Anyone raise nigoras? What quantities of milk are you getting? How is the quality? I have 2 ND bucks and have the ability to purchase Angoras. My breeders ND doe had a horrific day the other day and lost all three kids and almost her own life. Thanks everyone! 


Sent from my iPhone using Goat Forum


----------



## ksalvagno (Oct 6, 2009)

Probably won't get a lot of milk but certainly you will get some. Ultimately depends on what you want from your goats.


----------



## Chadwick (Jan 24, 2014)

I have heard that angoras give small amounts of good tasting milk, but have small teats that are hard to hand milk. Plus with a fiber goat their bodies are making fiber, so if you are milking feed well to keep the body condition where it needs to be, because the fiber takes a lot of nutrition and it also hides that they are getting skinny!
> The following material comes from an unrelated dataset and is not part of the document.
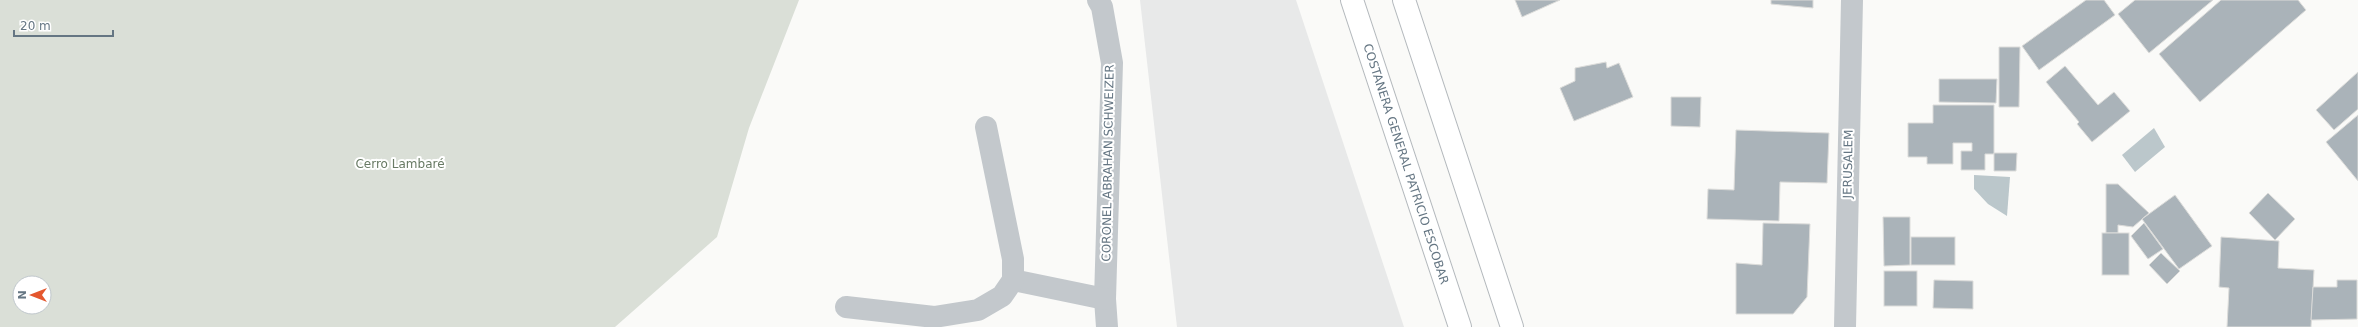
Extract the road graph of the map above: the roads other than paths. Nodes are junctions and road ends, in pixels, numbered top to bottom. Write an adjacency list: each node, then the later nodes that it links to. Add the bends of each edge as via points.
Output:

Good luck! Send pictures our way!


----------



## Blackheadedboers (Dec 19, 2013)

Hello, I can't help you much, as i don't milk my goats, but I can speak from experience. I do believe that they have quite a bit of milk. I had one that we cross with a boer buck and her kids( no matter how many) were quite large and grew very fast. Her boer cross daughters always seemed to also produce the chunkiest and fastest growing kids. Hope it helps.


----------



## CDLCFARM (Jun 26, 2013)

Meet Angie the angora.

Sent from my iPhone using Goat Forum


----------



## GreenMountainNigerians (Jul 3, 2013)

Oh my gosh. What a cutie!


Sent from my iPad using Goat Forum


----------



## foxhollow (May 5, 2013)

Oh my that is one cute goat! Have fun!


----------



## donnaleedreams (Mar 12, 2014)

I'm just starting to raise Nigoras....but don't have experience with milking them yet. My understanding though is that you can get quite a bit of milk if you breed the angora to a good line of nigerian dwarf. I just bought a buckling from a champion milking doe. I'm hoping for a good amount down the road.

Your little Angora looks just like the one I bought two days ago! 

donna


----------



## Chadwick (Jan 24, 2014)

What a cutie pie!! What's her personality like?

These are coming home soon for me


----------



## Chadwick (Jan 24, 2014)

Mine are angoras though.


----------



## HoukFarms (Apr 14, 2013)

@Chadwick-OMG look how stinkin cute they are  I'm in love haha


----------



## CDLCFARM (Jun 26, 2013)

I have a triple registered ND buck that I will breed with her this fall. Thanks everyone for the advice!!


Sent from my iPhone using Goat Forum


----------



## CDLCFARM (Jun 26, 2013)

Me and my ND buck Flash

Sent from my iPhone using Goat Forum


----------